Little Hats Italian Market

Little Hats Italian Market offers a delightful mix of authentic Italian flavors and hearty sandwiches.

Little Hats Italian Market feels like one of those spots born from equal parts nostalgia and hunger—a place that smells like cured meat, olive oil, and Sunday afternoons at someone’s Nonna’s house. Counters stacked with cold cuts, shelves lined with cans you recognize from childhood or from a trip you once took to the East Coast. It’s loud, warm, and unapologetically Italian in all the ways that matter.

The spicy Italian sandwich was the first hit—layers of salami, capicola, and pepperoni folded into a roll that cracked just slightly when you bit into it. Sharp, salty, and with that slow-building heat that makes you take a long breath afterward. No shortcuts, no wilted lettuce, none of that sad deli nonsense—just real ingredients stacked like someone cared.
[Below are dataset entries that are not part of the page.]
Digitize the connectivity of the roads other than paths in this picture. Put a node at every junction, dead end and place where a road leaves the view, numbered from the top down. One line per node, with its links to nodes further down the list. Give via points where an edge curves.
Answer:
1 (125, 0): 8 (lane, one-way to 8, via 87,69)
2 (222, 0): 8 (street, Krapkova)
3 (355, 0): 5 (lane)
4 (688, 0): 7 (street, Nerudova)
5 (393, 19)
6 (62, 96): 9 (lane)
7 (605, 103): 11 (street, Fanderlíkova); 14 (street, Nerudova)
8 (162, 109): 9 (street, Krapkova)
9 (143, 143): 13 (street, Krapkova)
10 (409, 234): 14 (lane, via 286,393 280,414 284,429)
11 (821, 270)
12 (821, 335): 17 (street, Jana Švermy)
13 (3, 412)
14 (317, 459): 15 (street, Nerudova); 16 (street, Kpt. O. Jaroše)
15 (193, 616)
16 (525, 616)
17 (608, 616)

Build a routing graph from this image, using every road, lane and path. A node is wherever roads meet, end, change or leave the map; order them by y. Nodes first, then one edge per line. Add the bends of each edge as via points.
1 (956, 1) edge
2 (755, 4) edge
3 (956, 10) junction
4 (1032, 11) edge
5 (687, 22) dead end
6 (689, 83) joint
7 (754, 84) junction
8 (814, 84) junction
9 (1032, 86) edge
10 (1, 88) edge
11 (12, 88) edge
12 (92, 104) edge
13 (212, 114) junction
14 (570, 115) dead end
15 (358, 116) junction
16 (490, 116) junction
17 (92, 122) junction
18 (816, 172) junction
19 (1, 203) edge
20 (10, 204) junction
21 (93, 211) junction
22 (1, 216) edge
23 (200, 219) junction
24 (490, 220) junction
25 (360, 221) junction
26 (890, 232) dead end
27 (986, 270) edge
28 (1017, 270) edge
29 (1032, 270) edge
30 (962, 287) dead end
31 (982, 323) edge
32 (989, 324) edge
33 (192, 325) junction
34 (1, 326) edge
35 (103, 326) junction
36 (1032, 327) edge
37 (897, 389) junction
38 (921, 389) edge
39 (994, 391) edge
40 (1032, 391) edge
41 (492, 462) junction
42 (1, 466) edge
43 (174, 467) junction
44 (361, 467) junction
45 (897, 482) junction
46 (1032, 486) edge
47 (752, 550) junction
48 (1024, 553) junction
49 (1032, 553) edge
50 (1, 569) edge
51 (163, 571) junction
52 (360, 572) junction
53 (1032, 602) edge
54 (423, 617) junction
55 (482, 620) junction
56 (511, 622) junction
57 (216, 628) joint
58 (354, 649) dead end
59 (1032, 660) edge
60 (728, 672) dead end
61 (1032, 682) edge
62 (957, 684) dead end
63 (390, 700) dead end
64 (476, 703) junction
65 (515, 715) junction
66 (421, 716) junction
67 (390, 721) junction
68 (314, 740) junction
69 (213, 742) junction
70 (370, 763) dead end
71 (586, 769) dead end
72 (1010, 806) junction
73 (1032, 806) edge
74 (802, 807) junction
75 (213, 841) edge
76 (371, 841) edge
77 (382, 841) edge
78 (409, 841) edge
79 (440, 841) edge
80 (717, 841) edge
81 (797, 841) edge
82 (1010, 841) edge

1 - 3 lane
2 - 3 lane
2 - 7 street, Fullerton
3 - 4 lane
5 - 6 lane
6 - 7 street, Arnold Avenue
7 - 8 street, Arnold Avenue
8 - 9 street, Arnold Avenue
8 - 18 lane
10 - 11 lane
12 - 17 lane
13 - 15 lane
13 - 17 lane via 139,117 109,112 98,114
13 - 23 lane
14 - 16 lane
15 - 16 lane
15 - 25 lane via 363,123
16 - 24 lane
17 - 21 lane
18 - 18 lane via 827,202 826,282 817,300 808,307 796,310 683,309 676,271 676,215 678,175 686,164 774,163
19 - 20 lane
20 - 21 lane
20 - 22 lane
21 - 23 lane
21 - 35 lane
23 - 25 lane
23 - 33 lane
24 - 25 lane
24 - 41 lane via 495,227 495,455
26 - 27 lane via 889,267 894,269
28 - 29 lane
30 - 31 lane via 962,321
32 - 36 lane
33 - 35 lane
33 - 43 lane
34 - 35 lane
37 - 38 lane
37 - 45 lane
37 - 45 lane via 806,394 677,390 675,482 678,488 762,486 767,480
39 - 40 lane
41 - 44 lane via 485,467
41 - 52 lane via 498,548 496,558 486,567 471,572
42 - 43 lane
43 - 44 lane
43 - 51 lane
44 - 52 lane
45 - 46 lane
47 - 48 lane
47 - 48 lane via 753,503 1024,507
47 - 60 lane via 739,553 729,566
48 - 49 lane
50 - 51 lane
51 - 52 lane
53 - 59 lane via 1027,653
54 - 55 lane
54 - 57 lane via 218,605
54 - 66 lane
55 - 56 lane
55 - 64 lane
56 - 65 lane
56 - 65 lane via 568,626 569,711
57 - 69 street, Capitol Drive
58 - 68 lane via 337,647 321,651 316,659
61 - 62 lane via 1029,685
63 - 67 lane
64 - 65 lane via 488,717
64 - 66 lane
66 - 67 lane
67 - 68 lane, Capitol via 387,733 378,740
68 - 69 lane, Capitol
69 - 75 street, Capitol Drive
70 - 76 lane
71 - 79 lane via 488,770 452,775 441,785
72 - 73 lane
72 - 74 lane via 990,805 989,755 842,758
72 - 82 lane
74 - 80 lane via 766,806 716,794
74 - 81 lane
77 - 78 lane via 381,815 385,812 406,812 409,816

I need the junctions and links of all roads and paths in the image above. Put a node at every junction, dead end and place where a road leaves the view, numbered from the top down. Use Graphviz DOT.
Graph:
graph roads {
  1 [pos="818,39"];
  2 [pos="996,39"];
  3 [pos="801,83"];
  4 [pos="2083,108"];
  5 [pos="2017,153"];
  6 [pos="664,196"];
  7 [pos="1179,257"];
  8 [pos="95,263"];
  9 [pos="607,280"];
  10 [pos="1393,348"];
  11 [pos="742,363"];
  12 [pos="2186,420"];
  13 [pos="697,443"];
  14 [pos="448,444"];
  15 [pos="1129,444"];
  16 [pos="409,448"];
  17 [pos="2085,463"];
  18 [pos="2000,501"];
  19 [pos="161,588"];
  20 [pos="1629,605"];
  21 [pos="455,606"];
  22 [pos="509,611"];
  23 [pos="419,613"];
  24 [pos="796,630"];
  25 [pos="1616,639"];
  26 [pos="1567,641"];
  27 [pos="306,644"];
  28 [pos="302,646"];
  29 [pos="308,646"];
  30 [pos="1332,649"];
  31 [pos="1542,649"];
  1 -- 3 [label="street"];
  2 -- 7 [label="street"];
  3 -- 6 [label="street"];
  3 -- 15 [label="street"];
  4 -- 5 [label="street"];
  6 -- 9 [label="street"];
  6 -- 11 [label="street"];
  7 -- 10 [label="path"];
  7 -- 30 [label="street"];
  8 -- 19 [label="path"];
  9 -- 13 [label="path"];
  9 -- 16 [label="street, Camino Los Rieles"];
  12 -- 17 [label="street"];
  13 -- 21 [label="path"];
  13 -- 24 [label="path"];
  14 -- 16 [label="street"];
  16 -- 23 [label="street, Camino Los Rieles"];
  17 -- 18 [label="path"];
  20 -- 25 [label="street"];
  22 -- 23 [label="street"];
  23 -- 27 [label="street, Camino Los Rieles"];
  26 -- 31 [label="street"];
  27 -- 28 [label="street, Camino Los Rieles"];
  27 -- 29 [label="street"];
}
The traditional Italian followed the same gospel but leaned classic instead of fiery. A harmony of cold cuts, provolone, oil, and vinegar. Simple. Sharp. Perfect. The kind of sandwich that tastes like it belongs wrapped in butcher paper and eaten leaning against a brick wall somewhere in Jersey.

The meatballs came swimming in red sauce—gentle, soft, seasoned the right way, no breadcrumbs pretending to be flavor. Just beef, pork, herbs, and time. The Italian wedding soup felt like a hug from someone who knows you too well—tiny meatballs, greens, tender pasta in broth that tasted like it had been coaxed into existence over hours, not poured from a box.

And then, breaking all the rules in the best way, a strawberry goat cheese salad—bright, tangy, and fresh. A palate cleanser disguised as a dish, reminding you that Italian food isn’t just red sauce and nostalgia. There’s lightness in the tradition, too.

Little Hats isn’t a restaurant trying to prove anything. It’s a market with heart. A place that feeds you the way Italian food should—generously, loudly, and with enough flavor to linger long after you’ve stepped back out into Nashville.